INFORMATION PROVIDED Start Marker

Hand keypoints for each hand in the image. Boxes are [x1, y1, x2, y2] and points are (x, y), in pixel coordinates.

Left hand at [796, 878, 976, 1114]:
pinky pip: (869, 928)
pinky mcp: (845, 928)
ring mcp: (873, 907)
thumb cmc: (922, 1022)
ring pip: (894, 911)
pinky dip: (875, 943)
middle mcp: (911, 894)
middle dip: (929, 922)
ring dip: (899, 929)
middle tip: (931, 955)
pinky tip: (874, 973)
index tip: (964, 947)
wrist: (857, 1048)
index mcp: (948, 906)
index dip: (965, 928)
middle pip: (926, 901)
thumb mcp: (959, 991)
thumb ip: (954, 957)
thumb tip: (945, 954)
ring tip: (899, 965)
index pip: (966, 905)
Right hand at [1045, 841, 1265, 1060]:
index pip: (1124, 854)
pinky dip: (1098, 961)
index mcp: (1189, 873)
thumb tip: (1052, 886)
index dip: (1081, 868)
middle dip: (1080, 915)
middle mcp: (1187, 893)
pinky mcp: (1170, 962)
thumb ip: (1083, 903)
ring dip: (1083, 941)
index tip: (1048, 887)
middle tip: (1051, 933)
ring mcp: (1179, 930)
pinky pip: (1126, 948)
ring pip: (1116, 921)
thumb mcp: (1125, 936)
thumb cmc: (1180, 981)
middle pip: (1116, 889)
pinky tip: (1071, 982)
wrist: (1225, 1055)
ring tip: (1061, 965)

INFORMATION PROVIDED End Marker
INFORMATION PROVIDED Start Marker

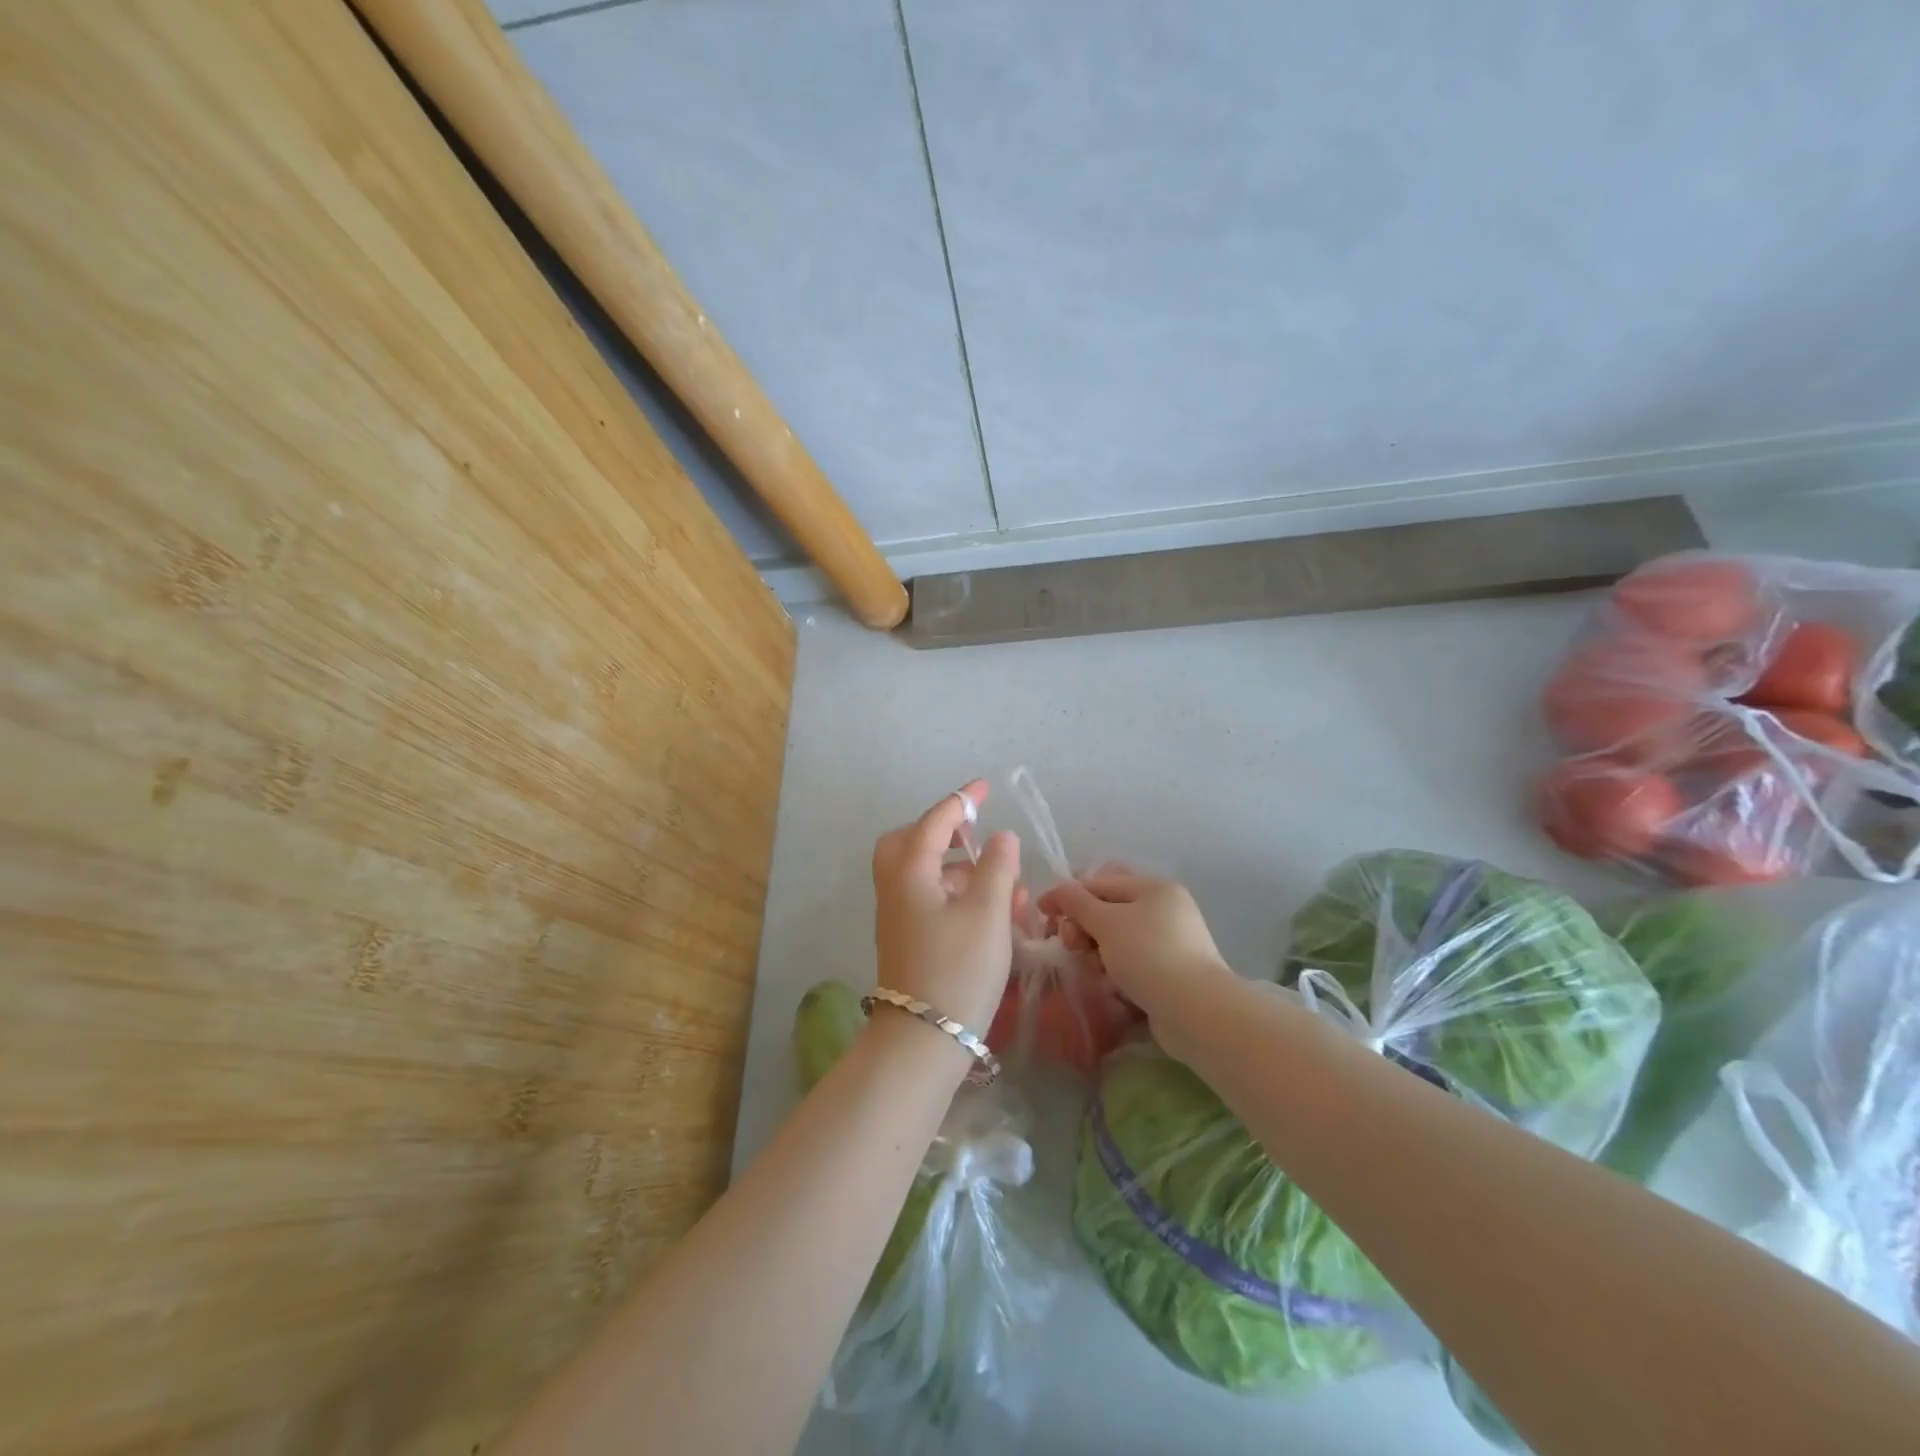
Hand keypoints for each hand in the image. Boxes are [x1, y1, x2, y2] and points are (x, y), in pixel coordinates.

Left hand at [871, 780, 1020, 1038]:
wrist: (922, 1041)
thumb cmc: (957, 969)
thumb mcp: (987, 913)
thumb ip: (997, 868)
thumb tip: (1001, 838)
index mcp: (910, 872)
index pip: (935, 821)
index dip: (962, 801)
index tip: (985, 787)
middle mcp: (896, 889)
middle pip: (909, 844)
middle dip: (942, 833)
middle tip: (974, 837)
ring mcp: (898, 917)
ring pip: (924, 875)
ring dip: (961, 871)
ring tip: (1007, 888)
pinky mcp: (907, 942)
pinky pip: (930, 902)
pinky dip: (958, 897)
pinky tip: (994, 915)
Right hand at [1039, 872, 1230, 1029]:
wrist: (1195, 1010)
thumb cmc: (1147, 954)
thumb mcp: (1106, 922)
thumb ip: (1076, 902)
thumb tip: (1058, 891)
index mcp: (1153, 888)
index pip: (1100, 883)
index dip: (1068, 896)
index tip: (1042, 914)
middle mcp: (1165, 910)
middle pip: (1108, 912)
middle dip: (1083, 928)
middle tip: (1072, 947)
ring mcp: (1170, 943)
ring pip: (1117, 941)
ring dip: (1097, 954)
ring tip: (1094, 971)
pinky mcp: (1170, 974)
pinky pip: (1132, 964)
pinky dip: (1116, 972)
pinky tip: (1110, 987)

INFORMATION PROVIDED End Marker

ASSIGNMENT | Start with the line above that contains "middle mcp: (1165, 910)" and end with the line that contains "pinky tip: (1110, 987)". Write out those lines exactly, and only those.

RESPONSE TO THIS TASK |
middle mcp: (1165, 910)
middle pip: (1108, 912)
middle dip: (1083, 928)
middle tip: (1072, 947)
ring mcp: (1170, 943)
ring pip: (1117, 941)
ring dip: (1097, 954)
ring tip: (1094, 971)
pinky mcp: (1170, 974)
pinky pip: (1132, 964)
pinky dip: (1116, 972)
pinky tip: (1110, 987)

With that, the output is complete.